Activity. Please return every line of the records below that holds the word "Costa".

Saved data entries.
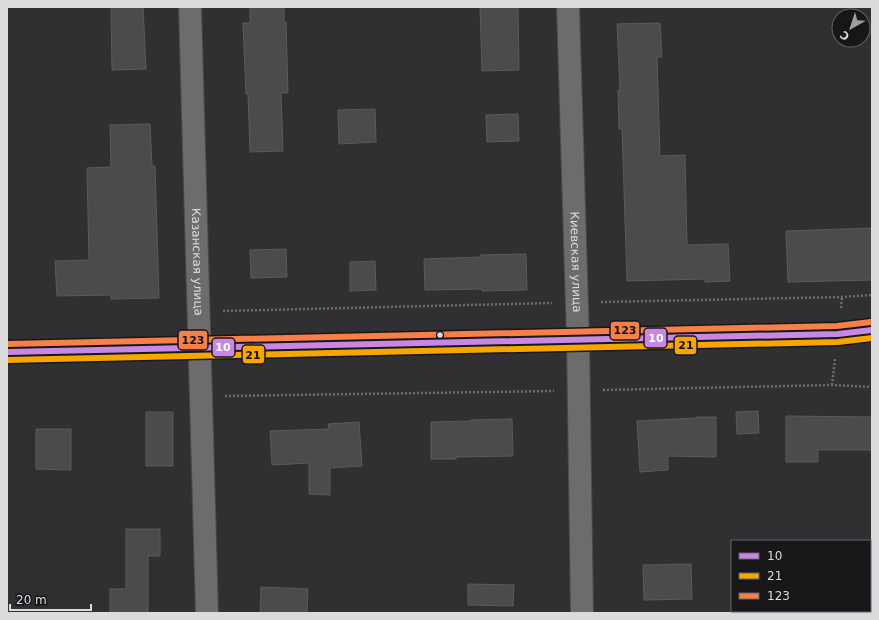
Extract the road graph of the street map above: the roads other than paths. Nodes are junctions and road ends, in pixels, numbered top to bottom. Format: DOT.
graph roads {
  1 [pos="190,7"];
  2 [pos="568,7"];
  3 [pos="872,330"];
  4 [pos="578,340"];
  5 [pos="199,348"];
  6 [pos="7,352"];
  7 [pos="207,613"];
  8 [pos="582,613"];
  1 -- 5 [label="street, Казанская улица"];
  2 -- 4 [label="street, Киевская улица"];
  3 -- 4 [label="main road"];
  4 -- 5 [label="main road"];
  4 -- 8 [label="street, Киевская улица"];
  5 -- 6 [label="main road"];
  5 -- 7 [label="street, Казанская улица"];
}
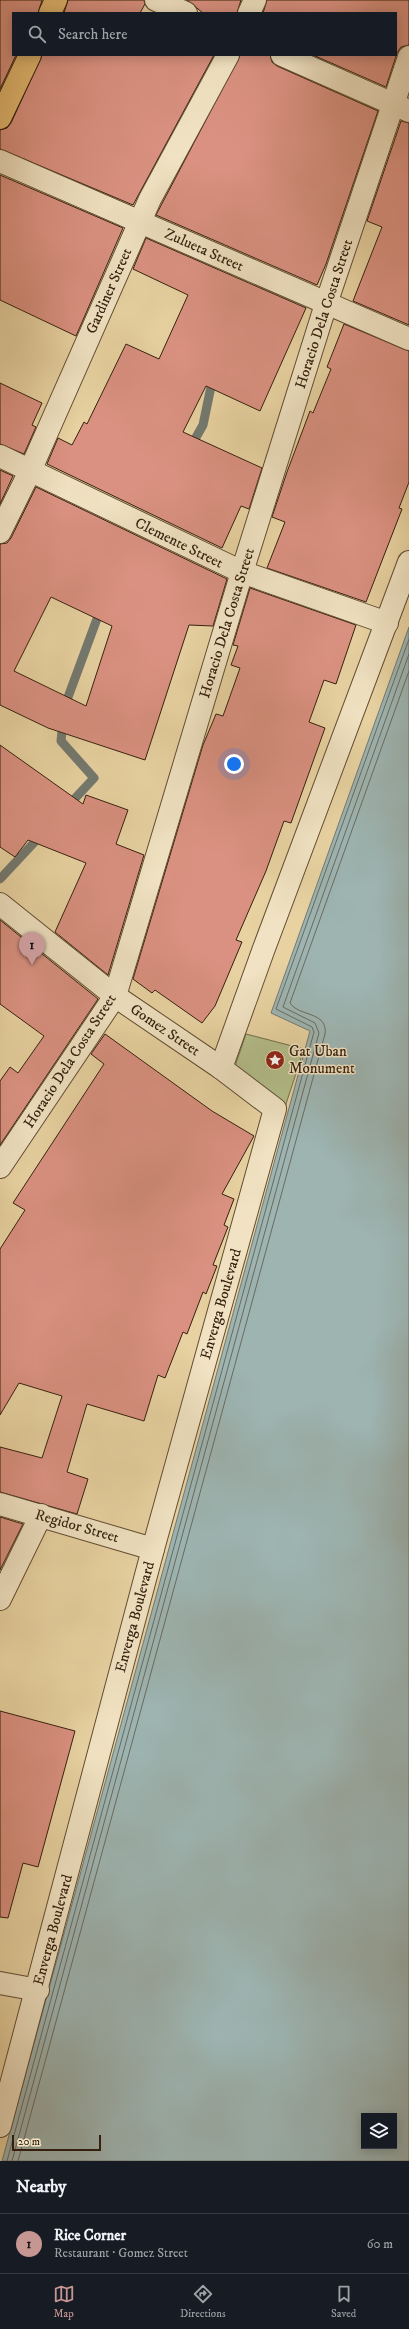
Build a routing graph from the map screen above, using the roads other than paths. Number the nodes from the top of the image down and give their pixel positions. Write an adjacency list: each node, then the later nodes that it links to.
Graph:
1 (56, 0): 4 (main road)
2 (156, 0): 5 (street)
3 (255, 0): 6 (street)
4 (50, 12)
5 (184, 12)
6 (249, 12)
7 (30, 56): 12 (main road)
8 (227, 56): 14 (street, Gardiner Street)
9 (284, 56): 11 (street)
10 (409, 57): 11 (street, Horacio Dela Costa Street)
11 (401, 108): 15 (street, Horacio Dela Costa Street)
12 (0, 118)
13 (0, 161): 14 (street, Zulueta Street)
14 (140, 222): 15 (street, Zulueta Street); 18 (street, Gardiner Street)
15 (326, 304): 16 (street, Zulueta Street); 21 (street, Horacio Dela Costa Street)
16 (409, 339)
17 (0, 456): 18 (street, Clemente Street)
18 (30, 471): 19 (street, Gardiner Street); 21 (street, Clemente Street)
19 (0, 532)
20 (409, 562): 22 (street)
21 (242, 572): 22 (street, Clemente Street); 24 (street, Horacio Dela Costa Street)
22 (387, 623): 25 (street)
23 (0, 904): 24 (street, Gomez Street)
24 (115, 996): 25 (street, Gomez Street); 27 (street, Horacio Dela Costa Street)
25 (221, 1068): 26 (street, Gomez Street)
26 (276, 1108): 30 (street, Enverga Boulevard)
27 (0, 1167)
28 (0, 1504): 29 (street, Regidor Street)
29 (41, 1515): 30 (street, Regidor Street); 31 (street)
30 (153, 1549): 33 (street, Enverga Boulevard)
31 (0, 1599)
32 (0, 1983): 33 (street)
33 (38, 1990): 34 (street, Enverga Boulevard)
34 (0, 2126)

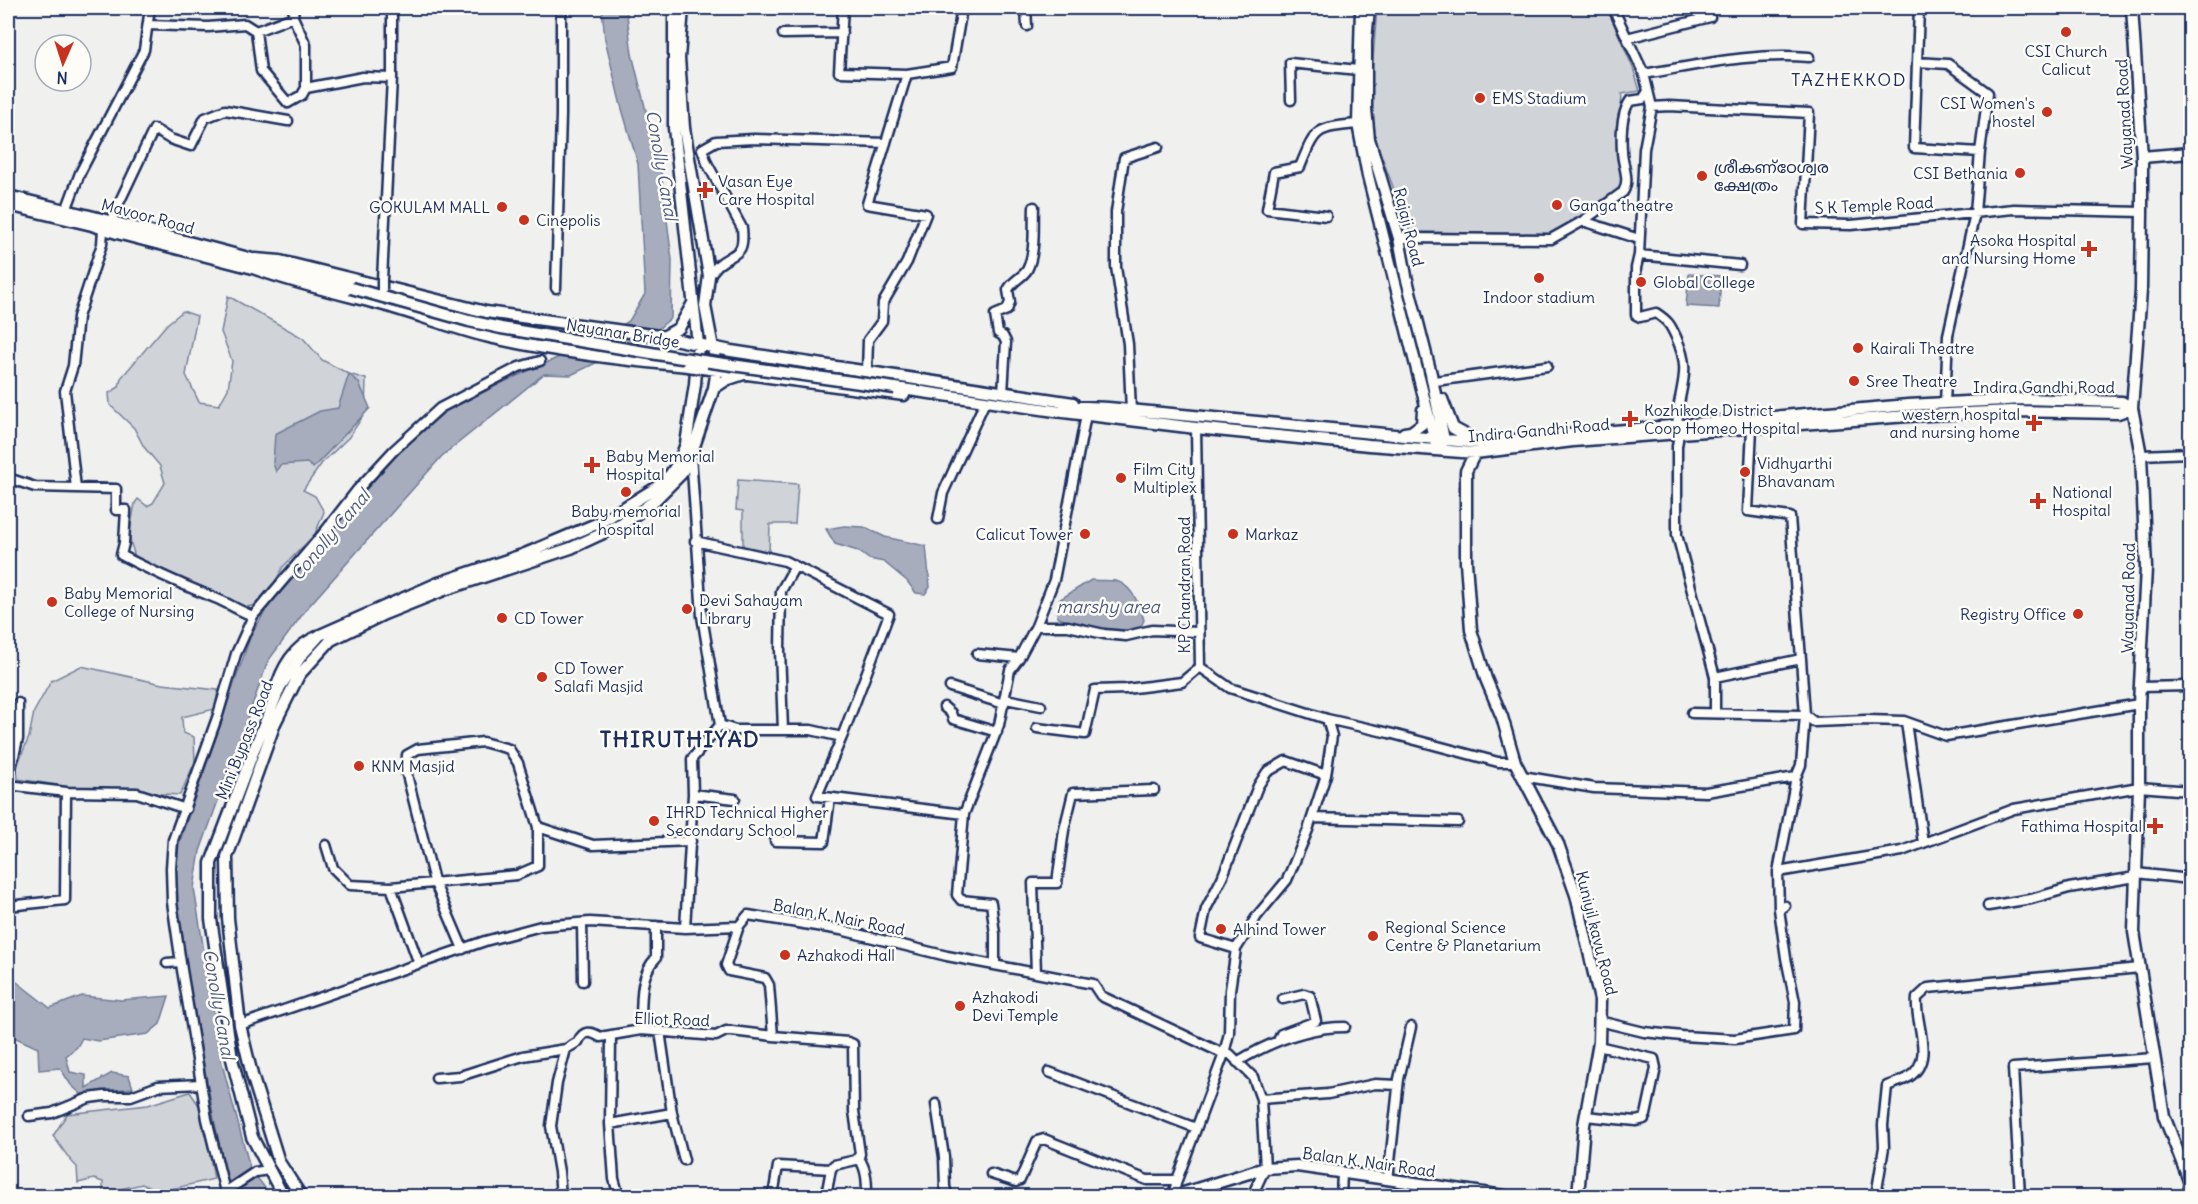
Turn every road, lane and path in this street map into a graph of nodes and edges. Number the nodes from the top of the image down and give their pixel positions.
1 (150, 8) edge
2 (392, 8) edge
3 (561, 8) edge
4 (674, 8) edge
5 (683, 8) edge
6 (843, 8) edge
7 (962, 8) edge
8 (1026, 8) edge
9 (1360, 8) edge
10 (1370, 8) edge
11 (1614, 8) edge
12 (1919, 8) edge
13 (2132, 8) edge
14 (2142, 8) edge
15 (293, 12) edge
16 (1710, 17) dead end
17 (2135, 24) junction
18 (148, 25) junction
19 (1027, 27) dead end
20 (256, 31) junction
21 (842, 33) junction
22 (783, 34) dead end
23 (1627, 38) junction
24 (1809, 57) dead end
25 (1917, 62) junction
26 (1358, 70) junction
27 (907, 74) junction
28 (1644, 74) junction
29 (392, 78) junction
30 (306, 88) junction
31 (1648, 91) junction
32 (1291, 100) dead end
33 (1652, 107) junction
34 (288, 121) dead end
35 (1358, 124) junction
36 (886, 143) junction
37 (1158, 147) dead end
38 (1980, 152) junction
39 (2190, 153) edge
40 (2142, 158) junction
41 (8, 196) edge
42 (8, 205) edge
43 (1034, 207) dead end
44 (2142, 212) junction
45 (1975, 213) junction
46 (64, 214) junction
47 (1326, 216) dead end
48 (1584, 221) junction
49 (106, 225) junction
50 (1399, 238) junction
51 (1639, 239) junction
52 (1639, 255) junction
53 (254, 264) junction
54 (1740, 265) dead end
55 (709, 276) junction
56 (351, 288) joint
57 (382, 288) dead end
58 (556, 288) dead end
59 (693, 304) junction
60 (532, 319) junction
61 (661, 337) junction
62 (524, 344) junction
63 (698, 344) junction
64 (713, 347) junction
65 (540, 361) dead end
66 (1547, 366) dead end
67 (717, 369) junction
68 (867, 372) junction
69 (747, 373) junction
70 (1429, 377) junction
71 (714, 388) junction
72 (895, 388) joint
73 (1003, 393) junction
74 (1945, 403) junction
75 (982, 406) junction
76 (2133, 408) junction
77 (1131, 411) junction
78 (1908, 411) junction
79 (1109, 413) junction
80 (1085, 420) junction
81 (1196, 428) junction
82 (1752, 428) junction
83 (1679, 429) junction
84 (1389, 434) junction
85 (1439, 439) junction
86 (1477, 448) junction
87 (1438, 451) junction
88 (687, 452) junction
89 (2190, 453) edge
90 (2141, 455) junction
91 (8, 478) edge
92 (76, 488) junction
93 (938, 519) dead end
94 (567, 537) junction
95 (695, 541) junction
96 (573, 547) junction
97 (795, 566) junction
98 (253, 616) junction
99 (359, 622) junction
100 (1036, 626) junction
101 (1198, 632) junction
102 (977, 654) dead end
103 (1019, 658) junction
104 (1801, 659) junction
105 (1200, 667) junction
106 (1715, 677) junction
107 (2190, 686) edge
108 (950, 687) dead end
109 (2140, 687) junction
110 (1005, 701) junction
111 (18, 703) dead end
112 (2139, 704) junction
113 (1041, 706) dead end
114 (944, 707) dead end
115 (1692, 713) dead end
116 (1715, 713) junction
117 (1805, 715) junction
118 (1327, 719) junction
119 (1906, 722) junction
120 (720, 724) junction
121 (1036, 728) dead end
122 (783, 730) junction
123 (997, 732) junction
124 (842, 737) junction
125 (1515, 762) junction
126 (1326, 775) junction
127 (1522, 776) junction
128 (1796, 777) junction
129 (8, 783) edge
130 (2139, 787) junction
131 (1154, 790) dead end
132 (2190, 791) edge
133 (66, 792) junction
134 (693, 794) junction
135 (830, 798) junction
136 (735, 799) dead end
137 (186, 808) junction
138 (964, 814) junction
139 (1312, 818) junction
140 (1458, 822) dead end
141 (538, 827) junction
142 (690, 841) junction
143 (775, 841) dead end
144 (1923, 843) junction
145 (326, 846) dead end
146 (1778, 872) junction
147 (2136, 875) junction
148 (2190, 879) edge
149 (434, 882) junction
150 (391, 887) junction
151 (8, 906) edge
152 (1988, 906) dead end
153 (582, 923) junction
154 (657, 926) junction
155 (739, 926) junction
156 (685, 928) junction
157 (463, 949) junction
158 (1236, 949) junction
159 (180, 962) junction
160 (167, 963) dead end
161 (419, 964) junction
162 (996, 965) junction
163 (2140, 968) junction
164 (1036, 973) junction
165 (583, 981) dead end
166 (1283, 999) dead end
167 (1599, 1021) junction
168 (240, 1025) junction
169 (1346, 1027) dead end
170 (1411, 1027) dead end
171 (641, 1030) junction
172 (660, 1031) junction
173 (611, 1035) junction
174 (773, 1036) junction
175 (1278, 1041) junction
176 (1598, 1046) junction
177 (566, 1049) junction
178 (1224, 1054) junction
179 (2154, 1058) junction
180 (1237, 1062) junction
181 (1049, 1072) dead end
182 (436, 1078) dead end
183 (201, 1084) junction
184 (1398, 1086) junction
185 (1261, 1099) junction
186 (936, 1104) dead end
187 (672, 1113) junction
188 (29, 1116) dead end
189 (1585, 1116) junction
190 (610, 1124) junction
191 (1196, 1128) junction
192 (859, 1158) junction
193 (684, 1160) dead end
194 (1265, 1168) junction
195 (831, 1169) junction
196 (269, 1170) junction
197 (1342, 1173) junction
198 (991, 1174) dead end
199 (1177, 1180) junction
200 (1388, 1180) junction
201 (2190, 1184) edge
202 (227, 1194) edge
203 (283, 1197) edge
204 (301, 1197) edge
205 (561, 1197) edge
206 (619, 1197) edge
207 (740, 1197) edge
208 (752, 1197) edge
209 (773, 1197) edge
210 (826, 1197) edge
211 (867, 1197) edge
212 (948, 1197) edge
213 (1173, 1197) edge
214 (1252, 1197) edge
215 (1341, 1197) edge
216 (1504, 1197) edge
217 (1578, 1197) edge
218 (1876, 1197) edge
219 (2020, 1197) edge
220 (2187, 1197) edge

1 - 18 street
2 - 29 street
3 - 58 street
4 - 59 main road, Mini Bypass Road
5 - 55 main road, Mini Bypass Road
6 - 21 street
7 - 27 street
8 - 19 street
9 - 26 main road
10 - 50 main road, Rajaji Road
11 - 23 street
12 - 25 street
13 - 17 main road, Wayanad Road
14 - 17 main road
15 - 20 street
15 - 30 street
16 - 23 street
17 - 40 main road, Wayanad Road
18 - 20 street
18 - 46 street
20 - 30 street
21 - 22 street
21 - 27 street
23 - 28 street
24 - 28 street
25 - 38 street
25 - 38 street
26 - 32 street
26 - 35 main road
27 - 36 street
28 - 31 street
29 - 30 street
29 - 57 street
31 - 33 street
31 - 48 street
33 - 45 street, S K Temple Road
33 - 51 street
34 - 49 street
35 - 47 street
35 - 70 main road
36 - 55 street
36 - 68 street
37 - 77 street
38 - 45 street
39 - 40 main road
40 - 44 main road, Wayanad Road
41 - 46 main road, Mavoor Road
42 - 46 main road, Mavoor Road
43 - 73 street
44 - 45 street, S K Temple Road
44 - 76 main road, Wayanad Road
45 - 74 street
46 - 49 main road, Mavoor Road
48 - 50 street
48 - 51 street
49 - 53 main road, Mavoor Road
49 - 92 street
50 - 70 main road, Rajaji Road
51 - 52 street
52 - 54 street
52 - 83 street
53 - 56 main road, Mavoor Road
53 - 60 main road
53 - 62 main road
55 - 64 main road, Mini Bypass Road
56 - 72 main road, Nayanar Bridge, bridge
59 - 61 main road
59 - 63 main road, Mini Bypass Road
60 - 61 main road
60 - 62 main road
61 - 63 main road
62 - 67 main road, bridge
63 - 64 main road
63 - 88 main road, Mini Bypass Road
64 - 67 main road, Mini Bypass Road
64 - 68 main road
65 - 98 street
66 - 70 street
67 - 69 main road
67 - 71 main road, Mini Bypass Road
68 - 73 main road
69 - 71 main road
69 - 75 main road
70 - 84 main road
70 - 85 main road, Rajaji Road
70 - 86 main road
71 - 88 main road, Mini Bypass Road
72 - 79 main road, Indira Gandhi Road
73 - 79 main road
74 - 76 main road, Indira Gandhi Road
74 - 78 main road, Indira Gandhi Road
75 - 80 main road
75 - 93 street
76 - 78 main road, Indira Gandhi Road
76 - 90 main road, Wayanad Road
77 - 79 main road, Indira Gandhi Road
77 - 84 main road, Indira Gandhi Road
78 - 82 main road, Indira Gandhi Road
78 - 83 main road, Indira Gandhi Road
79 - 80 main road
79 - 81 main road, Indira Gandhi Road
80 - 100 street
81 - 87 main road, Indira Gandhi Road
81 - 101 street, KP Chandran Road
82 - 83 main road, Indira Gandhi Road
82 - 104 street
83 - 86 main road, Indira Gandhi Road
83 - 106 street
84 - 85 main road, Indira Gandhi Road
85 - 86 main road, Indira Gandhi Road
85 - 87 main road, Rajaji Road
86 - 87 main road, Indira Gandhi Road
86 - 125 main road, Kuniyil kavu Road
88 - 94 main road, Mini Bypass Road
88 - 95 street
88 - 96 main road, Mini Bypass Road
89 - 90 street
90 - 109 main road, Wayanad Road
91 - 92 street
92 - 98 street
94 - 96 main road
94 - 99 main road, Mini Bypass Road
95 - 97 street
95 - 120 street
96 - 99 main road, Mini Bypass Road
97 - 122 street
97 - 124 street
98 - 137 street
99 - 168 main road, Mini Bypass Road
99 - 196 main road, Mini Bypass Road
100 - 101 street
100 - 103 street
101 - 105 street, KP Chandran Road
102 - 103 street
103 - 110 street
104 - 106 street
104 - 117 street
105 - 118 street, KP Chandran Road
105 - 121 street
106 - 116 street
107 - 109 street
108 - 110 street
109 - 112 main road, Wayanad Road
110 - 113 street
110 - 123 street
111 - 129 street
112 - 119 street
112 - 130 main road, Wayanad Road
114 - 123 street
115 - 116 street
116 - 117 street
117 - 119 street
117 - 128 street
118 - 125 street, KP Chandran Road
118 - 126 street
119 - 144 street
120 - 122 street
120 - 134 street
122 - 124 street
123 - 138 street
124 - 135 street
125 - 127 main road, Kuniyil kavu Road
126 - 139 street
126 - 158 street
127 - 128 street
127 - 167 main road, Kuniyil kavu Road
128 - 146 street
129 - 133 street
130 - 132 street
130 - 144 street
130 - 147 main road, Wayanad Road
131 - 164 street
133 - 137 street
133 - 151 street
134 - 136 street
134 - 142 street
135 - 138 street
135 - 143 street
137 - 159 street
138 - 162 street
139 - 140 street
139 - 158 street
141 - 142 street
141 - 149 street
141 - 149 street
142 - 156 street
144 - 146 street
145 - 150 street
146 - 167 street
147 - 148 street
147 - 152 street
147 - 163 main road, Wayanad Road
149 - 150 street
149 - 157 street
150 - 161 street
153 - 154 street, Balan K. Nair Road
153 - 157 street, Balan K. Nair Road
153 - 165 street
154 - 156 street, Balan K. Nair Road
154 - 171 street
155 - 156 street, Balan K. Nair Road
155 - 162 street, Balan K. Nair Road
155 - 174 street
157 - 161 street, Balan K. Nair Road
158 - 178 street
159 - 160 street
159 - 183 street
161 - 168 street, Balan K. Nair Road
162 - 164 street, Balan K. Nair Road
163 - 179 main road, Wayanad Road
163 - 218 street
164 - 178 street, Balan K. Nair Road
166 - 175 street
167 - 176 main road, Kuniyil kavu Road
168 - 204 main road, Mini Bypass Road
169 - 175 street
170 - 184 street
171 - 172 street, Elliot Road
171 - 173 street, Elliot Road
172 - 174 street, Elliot Road
172 - 187 street
173 - 177 street, Elliot Road
173 - 190 street
174 - 192 street, Elliot Road
175 - 180 street
176 - 189 main road, Kuniyil kavu Road
176 - 189 street
177 - 182 street, Elliot Road
177 - 205 street
178 - 180 street, Balan K. Nair Road
178 - 191 street
179 - 201 main road, Wayanad Road
179 - 219 street
180 - 185 street, Balan K. Nair Road
181 - 191 street
183 - 188 street
183 - 202 street
184 - 185 street
184 - 200 street
185 - 194 street, Balan K. Nair Road
186 - 212 street
187 - 190 street
187 - 193 street
189 - 217 main road, Kuniyil kavu Road
190 - 206 street
191 - 199 street
192 - 195 street
192 - 211 street
194 - 197 main road, Balan K. Nair Road
194 - 213 main road, Balan K. Nair Road
194 - 214 street
195 - 209 street
195 - 210 street
196 - 202 street
196 - 203 main road, Mini Bypass Road
197 - 200 main road, Balan K. Nair Road
197 - 215 street
198 - 199 street
199 - 213 street
200 - 216 main road, Balan K. Nair Road
201 - 220 main road
207 - 208 street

Result of this task.
10 (409, 57): 11 (street, Horacio Dela Costa Street)
11 (401, 108): 15 (street, Horacio Dela Costa Street)
15 (326, 304): 16 (street, Zulueta Street); 21 (street, Horacio Dela Costa Street)
21 (242, 572): 22 (street, Clemente Street); 24 (street, Horacio Dela Costa Street)
24 (115, 996): 25 (street, Gomez Street); 27 (street, Horacio Dela Costa Street)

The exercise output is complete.